With Weld Australia predicting that Australia will be short 70,000 welders by 2030, robotics companies are hoping to step in and help solve the skills gap by attracting Gen-Z with advanced welding technologies, including collaborative robots or cobots – small, flexible collaborative robots built to do tasks within a small footprint. The main beneficiaries would be small to medium sized businesses since larger industrial robots have been used for high-speed, heavy-duty welding for a long time and their size, safety and programming complexities mean they are generally inaccessible for small to medium sized production facilities. So, how can cobots fill the gap in Australia’s welding industry? Let us deep dive into this blog to find out.
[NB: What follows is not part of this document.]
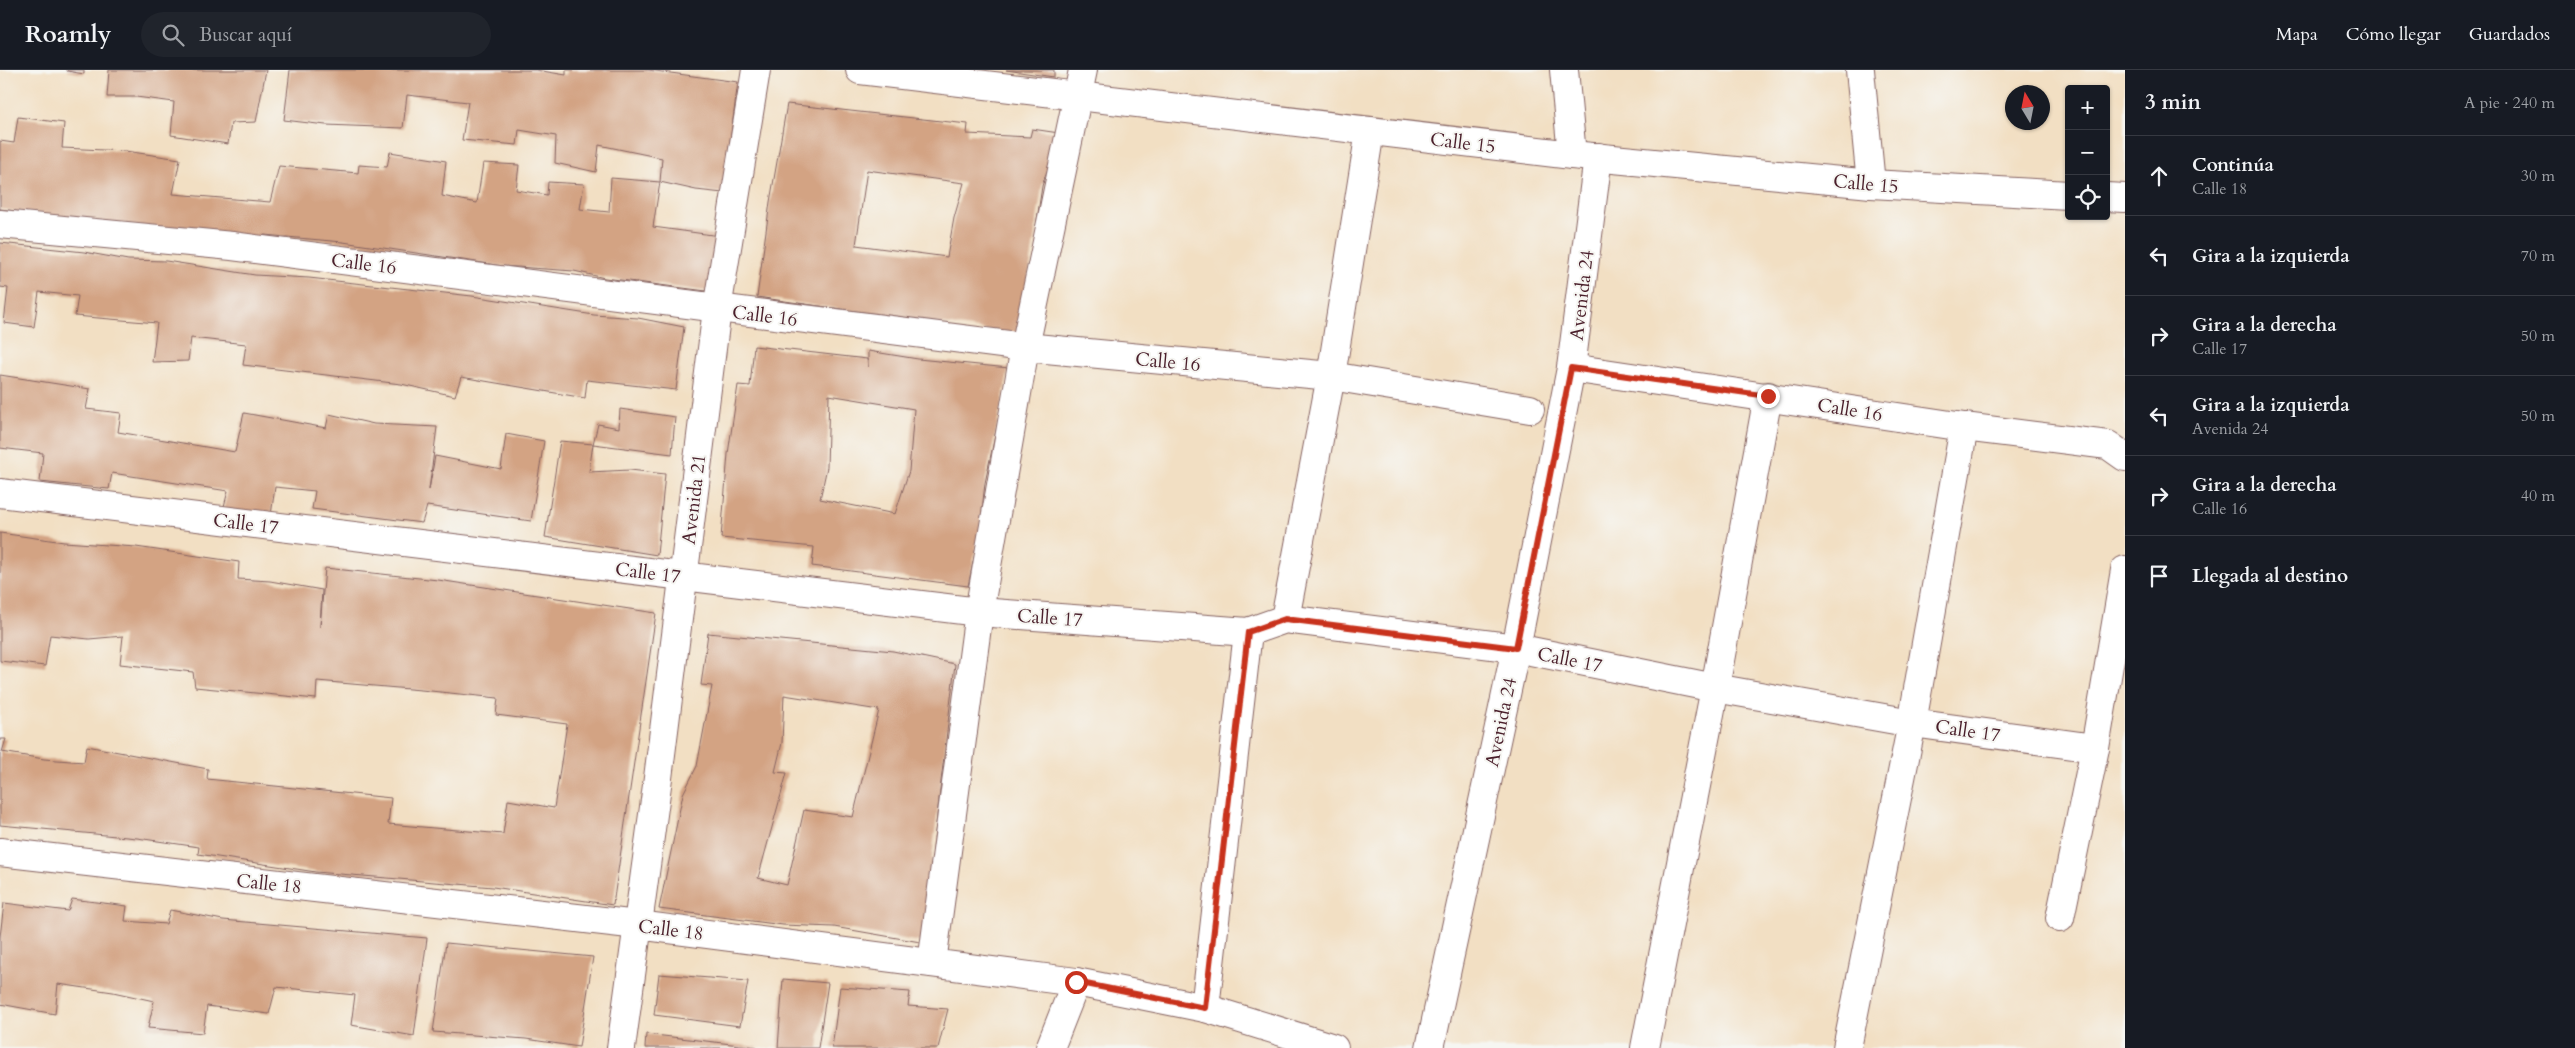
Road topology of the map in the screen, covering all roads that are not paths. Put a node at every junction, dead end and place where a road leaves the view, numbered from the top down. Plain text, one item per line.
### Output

Collaborative Benefits of Using Cobots
A cobot lowers the barrier to entry, potentially lowering the cost of safety devices to reduce machine risk, which ultimately also reduces the footprint of the machine. The smaller size of the cobots also means welders can more easily drive the robot by hand in order to teach them. Teaching a cobot, which resembles a giant arm, to do a TIG or MIG welding task is not as difficult as it seems – it is far easier than learning to weld. Traditionally, the problem has been having a combination of an experienced robot programmer who has minimal welding experience, and an experienced welder with minimal robot programming experience – cobots aim to bridge this gap.
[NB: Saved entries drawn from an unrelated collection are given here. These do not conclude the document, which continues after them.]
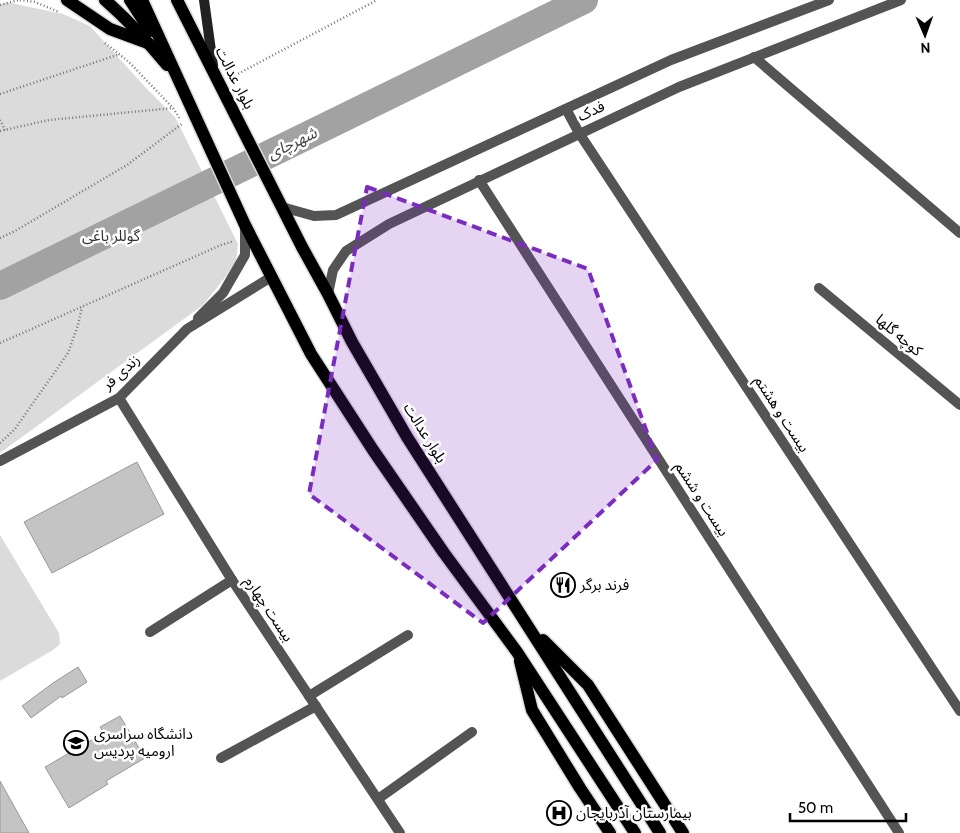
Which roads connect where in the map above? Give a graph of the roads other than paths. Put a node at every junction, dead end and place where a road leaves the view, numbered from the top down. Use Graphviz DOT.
graph roads {
  1 [pos="66,0"];
  2 [pos="105,0"];
  3 [pos="130,0"];
  4 [pos="142,0"];
  5 [pos="177,0"];
  6 [pos="184,0"];
  7 [pos="204,0"];
  8 [pos="829,0"];
  9 [pos="901,0"];
  10 [pos="194,33"];
  11 [pos="150,44"];
  12 [pos="164,48"];
  13 [pos="754,57"];
  14 [pos="213,71"];
  15 [pos="178,78"];
  16 [pos="566,109"];
  17 [pos="579,133"];
  18 [pos="480,180"];
  19 [pos="282,207"];
  20 [pos="245,226"];
  21 [pos="960,233"];
  22 [pos="271,278"];
  23 [pos="819,288"];
  24 [pos="328,294"];
  25 [pos="187,329"];
  26 [pos="120,398"];
  27 [pos="960,405"];
  28 [pos="0,461"];
  29 [pos="232,580"];
  30 [pos="524,620"];
  31 [pos="150,632"];
  32 [pos="408,635"];
  33 [pos="517,652"];
  34 [pos="309,696"];
  35 [pos="316,706"];
  36 [pos="960,711"];
  37 [pos="472,732"];
  38 [pos="221,758"];
  39 [pos="378,799"];
  40 [pos="400,833"];
  41 [pos="610,833"];
  42 [pos="635,833"];
  43 [pos="660,833"];
  44 [pos="683,833"];
  45 [pos="899,833"];
  1 -- 11 [label="main road"];
  2 -- 11 [label="main road"];
  3 -- 12 [label="main road"];
  4 -- 12 [label="main road"];
  5 -- 10 [label="main road"];
  6 -- 10 [label="main road"];
  7 -- 14 [label="main road"];
  8 -- 16 [label="street, فدک"];
  9 -- 13 [label="street, فدک"];
  10 -- 14 [label="main road, بلوار عدالت"];
  11 -- 15 [label="main road"];
  12 -- 15 [label="main road"];
  13 -- 17 [label="street, فدک"];
  13 -- 21 [label="street"];
  14 -- 19 [label="main road, بلوار عدالت"];
  15 -- 20 [label="main road"];
  16 -- 17 [label="street, بیست و هشتم"];
  16 -- 19 [label="street, فدک"];
  17 -- 18 [label="street, فدک"];
  17 -- 36 [label="street, بیست و هشتم"];
  18 -- 24 [label="street, فدک"];
  18 -- 45 [label="street, بیست و ششم"];
  19 -- 24 [label="main road, بلوار عدالت"];
  20 -- 22 [label="main road"];
  20 -- 25 [label="street"];
  22 -- 25 [label="street, زندی فر"];
  22 -- 33 [label="main road"];
  23 -- 27 [label="street, کوچه گلها"];
  24 -- 30 [label="main road, بلوار عدالت"];
  25 -- 26 [label="street, زندی فر"];
  26 -- 28 [label="street, زندی فر"];
  26 -- 29 [label="street, بیست چهارم"];
  29 -- 31 [label="street"];
  29 -- 34 [label="street, بیست چهارم"];
  30 -- 43 [label="main road, بلوار عدالت"];
  30 -- 44 [label="main road"];
  32 -- 34 [label="street"];
  33 -- 41 [label="main road"];
  33 -- 42 [label="main road"];
  34 -- 35 [label="street, بیست چهارم"];
  35 -- 38 [label="street"];
  35 -- 39 [label="street, بیست چهارم"];
  37 -- 39 [label="street"];
  39 -- 40 [label="street, بیست چهارم"];
}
In a typical setup, the welder would be the one programming the robot, setting up the jigs and running the robot until it is able to produce satisfactory results. From there the operator would then unload the completed parts and load in new pieces, locking in the jig and re-starting the robot. One welder might also be managing multiple robots and when there are new parts to weld, the welder then reprograms the cobot. The best practice to be followed is to teach the process experts how to use the robots and they can teach and adjust the cobot self-sufficiently.
Growth of Companies Using Cobots
Many Australian companies already use cobots to weld and perform other tasks such as machine tending, screwdriving, palletizing, pipe fabrication and materials handling. Cobot welding is one of the fastest-growing sectors, driven largely by the welder shortage in Australia now. The solution is particularly suitable for smaller SMEs and workshops that have high mix-low volume production and need more versatile options, as well as a level of independence in using their own personnel to adjust the robots rather than having to call in an engineer from a systems integrator. Regarding return on investment, it obviously varies according to application, and if it is welding, it also depends on the complexities and requirements for additional hardware/software. But commonly for Australia, the return on investment for customers has been reported to be on average approximately 1.5 years.
It is clear that cobots may potentially resolve the welder shortage problem being faced in Australia, however there are other issues to consider in this regard. Welders need to be reassured that cobots will not take away their jobs, and in certain situations, it may be more beneficial to train welding apprentices than to invest in cobots. Thus, cobots are not a one-stop solution but a workaround to ensure that Australian heavy steel fabrication companies are not adversely impacted. Having said that, AI and robotics is poised to be the buzzword of the next decade – and the bandwagon is here to stay!